Work to be completed
Filter the records down to the lines that hold the word "Left", and copy each of those lines.

(Dataset excerpts)
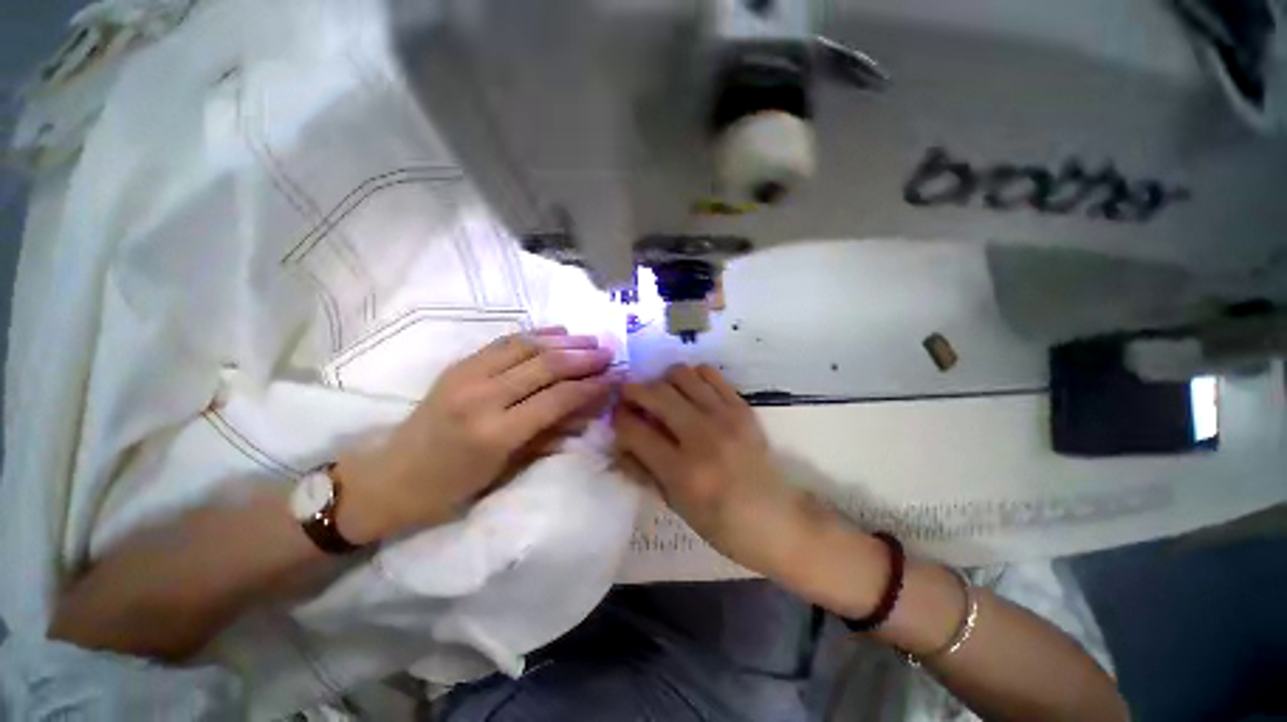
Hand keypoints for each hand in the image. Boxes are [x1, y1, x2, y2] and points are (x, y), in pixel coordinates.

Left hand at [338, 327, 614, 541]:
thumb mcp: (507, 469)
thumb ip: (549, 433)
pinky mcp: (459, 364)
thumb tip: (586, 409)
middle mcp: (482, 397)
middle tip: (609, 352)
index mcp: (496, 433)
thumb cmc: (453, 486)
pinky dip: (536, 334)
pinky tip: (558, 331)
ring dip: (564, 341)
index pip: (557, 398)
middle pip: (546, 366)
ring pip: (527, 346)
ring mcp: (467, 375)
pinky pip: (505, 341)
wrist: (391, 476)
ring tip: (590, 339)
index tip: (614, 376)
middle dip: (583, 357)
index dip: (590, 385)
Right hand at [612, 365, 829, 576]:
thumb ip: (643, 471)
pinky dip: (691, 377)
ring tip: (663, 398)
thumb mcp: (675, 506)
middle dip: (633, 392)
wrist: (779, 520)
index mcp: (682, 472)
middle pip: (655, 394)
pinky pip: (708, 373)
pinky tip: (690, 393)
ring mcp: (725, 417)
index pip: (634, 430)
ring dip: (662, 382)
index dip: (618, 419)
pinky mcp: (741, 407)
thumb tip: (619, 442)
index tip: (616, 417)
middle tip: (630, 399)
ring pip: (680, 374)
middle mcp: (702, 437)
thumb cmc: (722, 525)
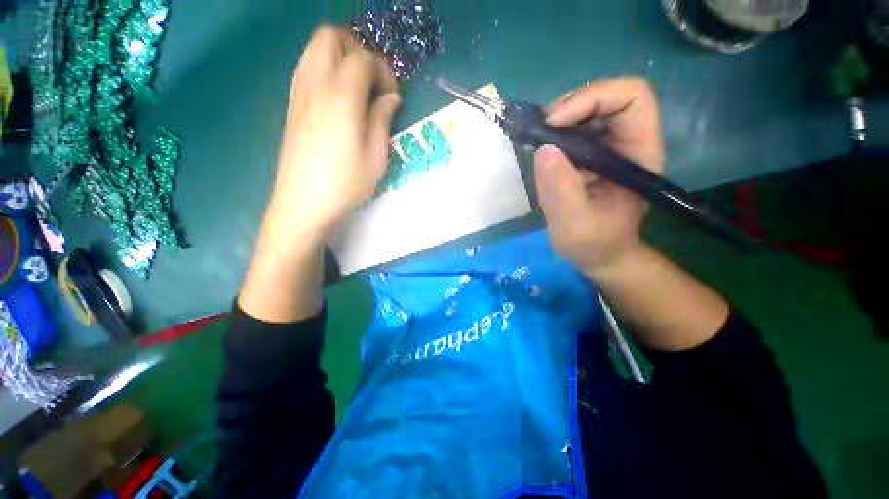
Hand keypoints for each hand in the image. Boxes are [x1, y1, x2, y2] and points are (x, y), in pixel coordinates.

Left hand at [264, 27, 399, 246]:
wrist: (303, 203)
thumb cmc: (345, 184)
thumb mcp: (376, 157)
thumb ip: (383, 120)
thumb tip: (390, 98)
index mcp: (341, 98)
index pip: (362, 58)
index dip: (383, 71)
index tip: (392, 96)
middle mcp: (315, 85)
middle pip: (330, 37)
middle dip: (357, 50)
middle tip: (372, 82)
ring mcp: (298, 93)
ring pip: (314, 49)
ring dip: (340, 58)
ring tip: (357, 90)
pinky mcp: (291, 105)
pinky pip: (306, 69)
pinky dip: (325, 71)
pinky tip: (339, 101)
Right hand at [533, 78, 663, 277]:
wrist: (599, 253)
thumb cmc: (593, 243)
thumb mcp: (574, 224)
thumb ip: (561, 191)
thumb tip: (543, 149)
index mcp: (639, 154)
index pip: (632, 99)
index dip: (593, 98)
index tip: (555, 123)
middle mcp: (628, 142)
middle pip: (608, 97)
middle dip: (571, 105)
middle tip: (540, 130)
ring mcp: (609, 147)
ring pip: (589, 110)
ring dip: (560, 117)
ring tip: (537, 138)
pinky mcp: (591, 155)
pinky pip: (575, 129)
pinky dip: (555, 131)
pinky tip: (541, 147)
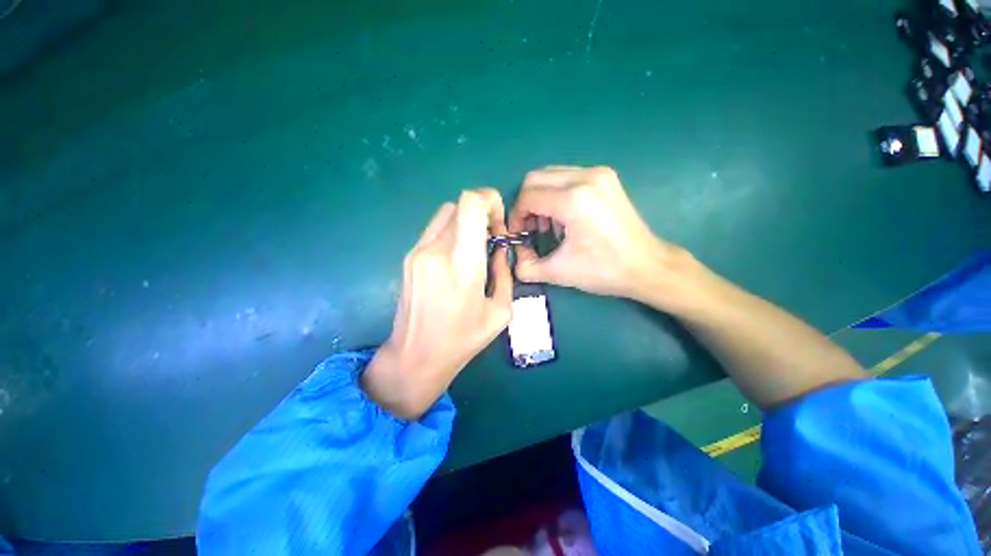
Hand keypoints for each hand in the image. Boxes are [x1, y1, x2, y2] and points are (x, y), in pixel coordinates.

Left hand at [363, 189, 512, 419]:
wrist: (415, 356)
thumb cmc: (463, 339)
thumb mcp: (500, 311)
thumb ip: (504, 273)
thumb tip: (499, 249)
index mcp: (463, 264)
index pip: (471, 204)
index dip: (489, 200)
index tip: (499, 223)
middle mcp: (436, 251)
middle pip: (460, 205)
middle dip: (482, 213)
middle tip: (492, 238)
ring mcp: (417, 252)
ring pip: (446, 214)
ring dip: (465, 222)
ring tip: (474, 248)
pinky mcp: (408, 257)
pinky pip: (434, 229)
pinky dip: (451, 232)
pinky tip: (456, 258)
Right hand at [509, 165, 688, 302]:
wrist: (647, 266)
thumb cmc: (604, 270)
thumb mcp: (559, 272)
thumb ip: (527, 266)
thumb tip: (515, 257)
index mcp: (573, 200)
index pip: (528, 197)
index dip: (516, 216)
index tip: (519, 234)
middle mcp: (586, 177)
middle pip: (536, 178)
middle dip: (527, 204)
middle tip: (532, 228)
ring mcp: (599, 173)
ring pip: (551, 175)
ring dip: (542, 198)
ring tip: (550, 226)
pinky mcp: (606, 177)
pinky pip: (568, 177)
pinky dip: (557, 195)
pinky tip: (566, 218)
--
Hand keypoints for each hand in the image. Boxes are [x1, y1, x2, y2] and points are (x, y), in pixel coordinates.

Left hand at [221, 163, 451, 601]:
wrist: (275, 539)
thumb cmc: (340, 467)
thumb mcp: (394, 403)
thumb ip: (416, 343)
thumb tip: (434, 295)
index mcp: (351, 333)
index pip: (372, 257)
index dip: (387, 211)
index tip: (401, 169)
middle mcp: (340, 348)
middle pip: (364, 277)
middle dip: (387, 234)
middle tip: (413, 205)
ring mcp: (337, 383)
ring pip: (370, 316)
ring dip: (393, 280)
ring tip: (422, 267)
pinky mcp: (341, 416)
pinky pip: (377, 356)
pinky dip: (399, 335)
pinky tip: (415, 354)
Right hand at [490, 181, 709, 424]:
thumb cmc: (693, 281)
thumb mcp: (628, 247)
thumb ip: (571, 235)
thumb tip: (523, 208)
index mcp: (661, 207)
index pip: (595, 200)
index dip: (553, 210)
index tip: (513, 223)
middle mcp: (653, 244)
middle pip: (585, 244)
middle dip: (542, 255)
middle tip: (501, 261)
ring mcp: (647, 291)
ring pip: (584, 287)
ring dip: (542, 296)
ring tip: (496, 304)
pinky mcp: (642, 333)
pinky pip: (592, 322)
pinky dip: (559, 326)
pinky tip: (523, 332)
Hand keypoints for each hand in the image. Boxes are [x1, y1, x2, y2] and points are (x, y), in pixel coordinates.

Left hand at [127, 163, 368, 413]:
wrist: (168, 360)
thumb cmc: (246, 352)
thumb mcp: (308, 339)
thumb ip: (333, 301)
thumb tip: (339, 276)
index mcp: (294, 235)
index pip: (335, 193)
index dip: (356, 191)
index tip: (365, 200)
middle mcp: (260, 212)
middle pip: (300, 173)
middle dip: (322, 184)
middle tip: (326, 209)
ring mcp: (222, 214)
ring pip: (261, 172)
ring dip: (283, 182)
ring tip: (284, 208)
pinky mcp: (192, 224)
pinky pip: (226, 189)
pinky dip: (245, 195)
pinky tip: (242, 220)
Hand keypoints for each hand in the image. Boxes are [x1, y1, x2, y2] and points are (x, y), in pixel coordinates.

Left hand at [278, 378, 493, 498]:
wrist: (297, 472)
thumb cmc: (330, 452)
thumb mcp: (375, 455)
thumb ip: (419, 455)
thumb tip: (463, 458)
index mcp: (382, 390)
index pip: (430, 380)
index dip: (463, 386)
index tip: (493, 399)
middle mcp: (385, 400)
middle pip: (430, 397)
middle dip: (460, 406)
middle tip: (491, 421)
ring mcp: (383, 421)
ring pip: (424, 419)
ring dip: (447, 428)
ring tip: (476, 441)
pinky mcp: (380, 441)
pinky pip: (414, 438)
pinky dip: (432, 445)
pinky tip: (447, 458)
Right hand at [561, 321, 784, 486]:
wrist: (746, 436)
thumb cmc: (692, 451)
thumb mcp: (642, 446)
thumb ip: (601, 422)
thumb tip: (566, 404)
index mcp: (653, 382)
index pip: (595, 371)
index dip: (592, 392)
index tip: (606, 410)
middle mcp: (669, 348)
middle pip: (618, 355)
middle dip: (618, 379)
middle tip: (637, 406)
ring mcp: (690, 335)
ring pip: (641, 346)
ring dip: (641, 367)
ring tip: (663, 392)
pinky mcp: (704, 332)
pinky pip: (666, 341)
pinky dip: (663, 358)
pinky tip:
---
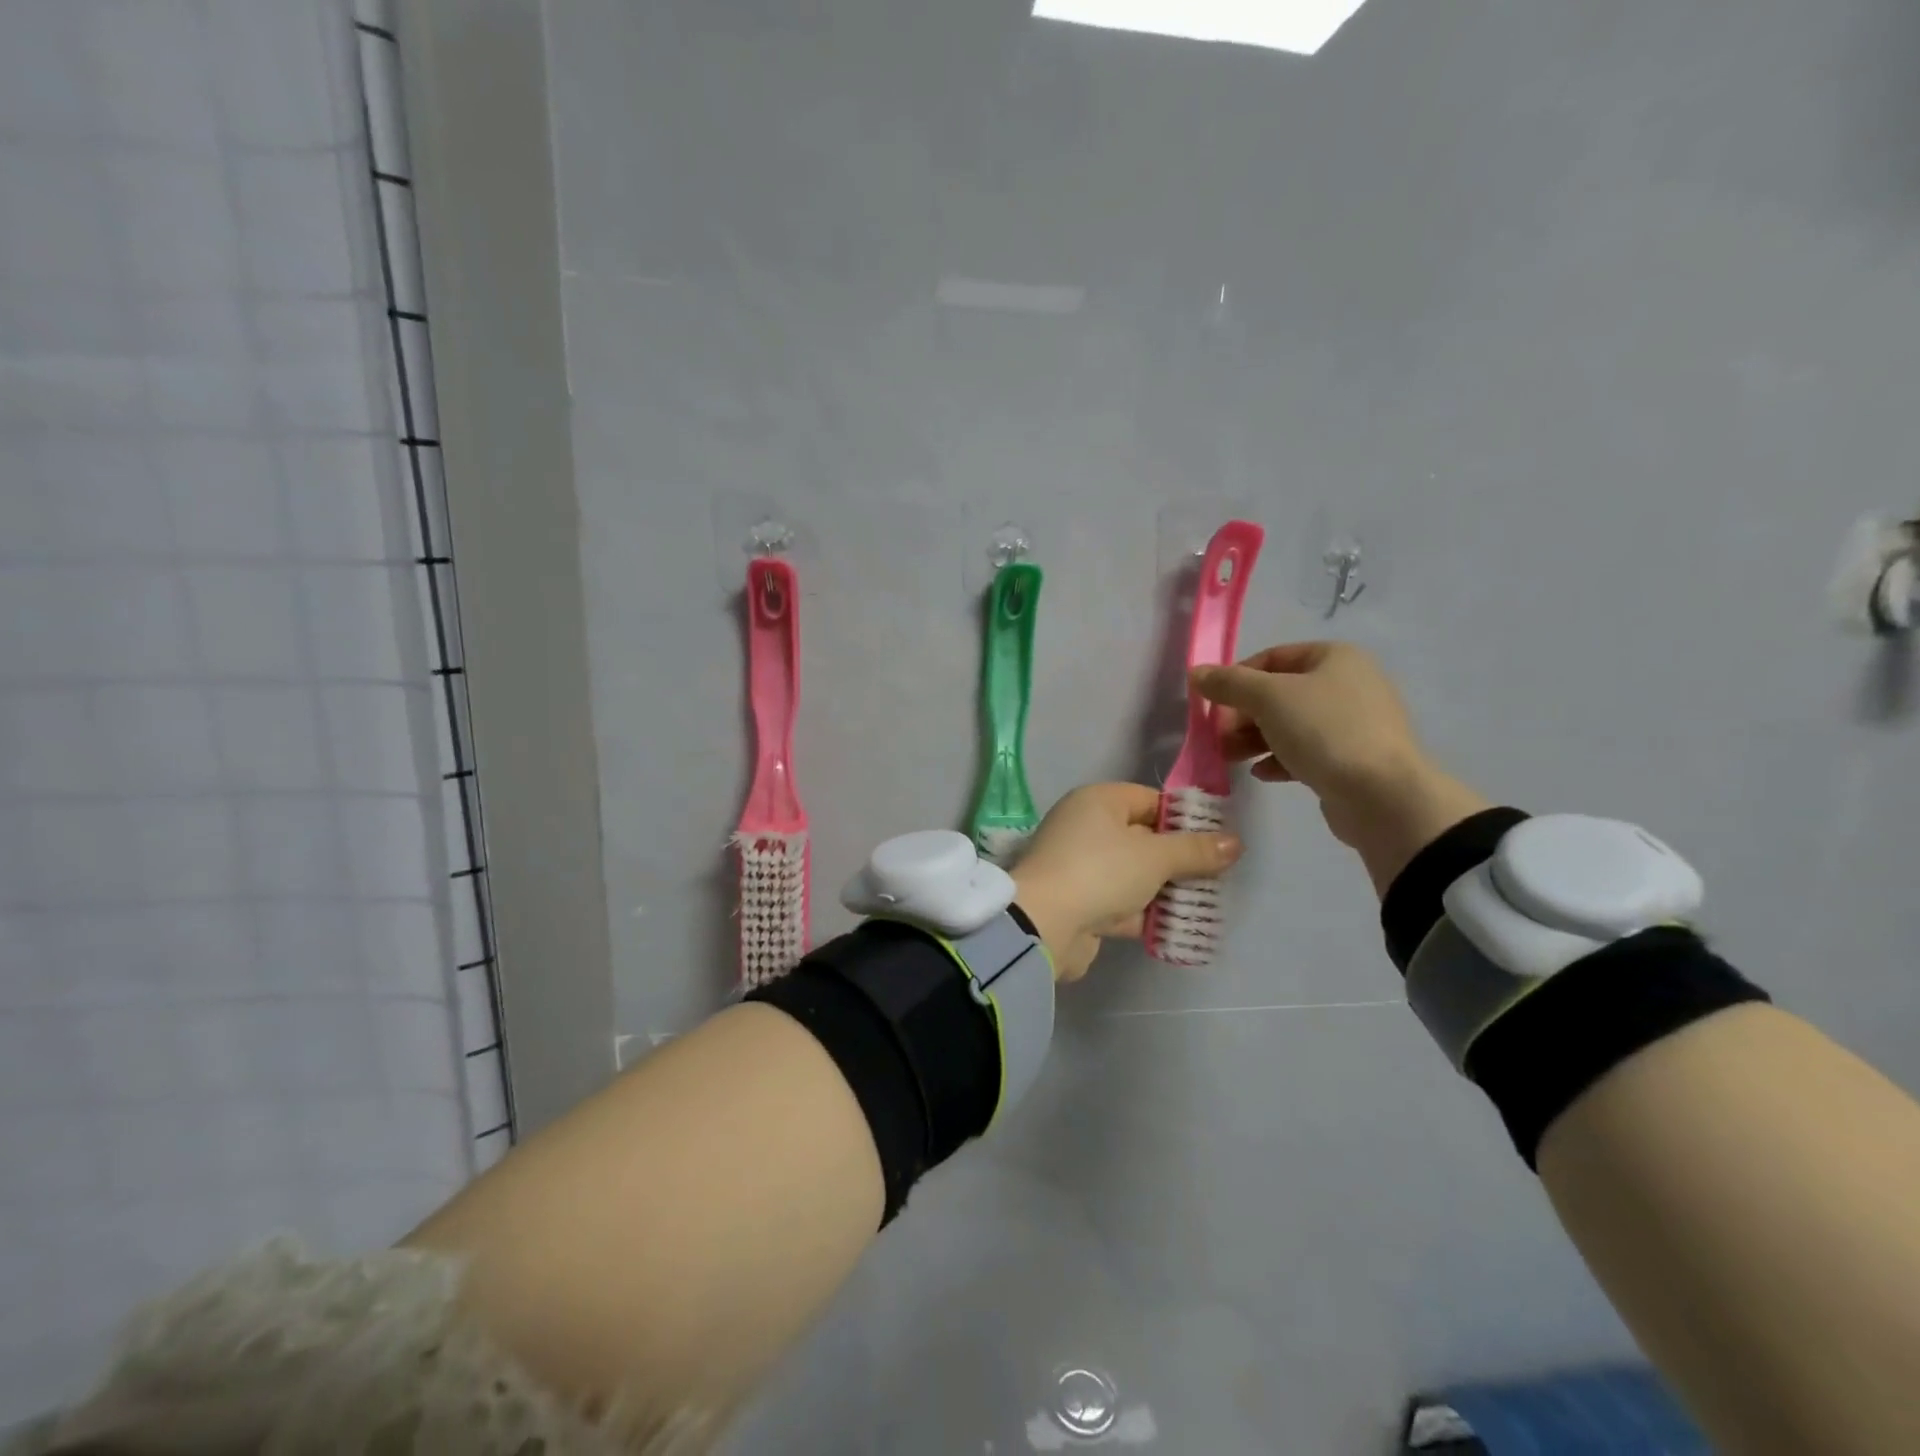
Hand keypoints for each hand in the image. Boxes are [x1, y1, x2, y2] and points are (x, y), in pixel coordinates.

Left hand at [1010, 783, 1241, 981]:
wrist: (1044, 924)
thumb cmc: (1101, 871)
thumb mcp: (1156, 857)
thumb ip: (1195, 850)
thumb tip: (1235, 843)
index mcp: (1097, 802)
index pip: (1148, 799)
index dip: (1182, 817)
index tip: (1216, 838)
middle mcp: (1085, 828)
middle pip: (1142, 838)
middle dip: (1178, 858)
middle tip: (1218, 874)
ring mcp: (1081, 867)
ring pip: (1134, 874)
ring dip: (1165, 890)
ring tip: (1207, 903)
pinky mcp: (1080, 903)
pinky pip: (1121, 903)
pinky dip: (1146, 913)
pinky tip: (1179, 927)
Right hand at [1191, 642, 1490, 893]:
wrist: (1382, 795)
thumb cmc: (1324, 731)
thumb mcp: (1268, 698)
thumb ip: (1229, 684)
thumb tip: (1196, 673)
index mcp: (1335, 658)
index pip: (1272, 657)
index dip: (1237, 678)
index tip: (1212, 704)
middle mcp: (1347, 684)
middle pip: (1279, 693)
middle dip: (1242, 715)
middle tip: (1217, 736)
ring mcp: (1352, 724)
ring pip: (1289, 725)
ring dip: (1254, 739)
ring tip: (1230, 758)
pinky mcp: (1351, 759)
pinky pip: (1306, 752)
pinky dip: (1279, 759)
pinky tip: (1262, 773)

Answer section
Left hand at [338, 327, 614, 541]:
Left hand at [264, 27, 399, 246]:
Left hand at [363, 189, 512, 419]:
Left hand at [221, 163, 451, 601]:
Left hand at [127, 163, 368, 413]:
Left hand at [278, 378, 493, 498]:
Left hand at [1010, 783, 1241, 981]:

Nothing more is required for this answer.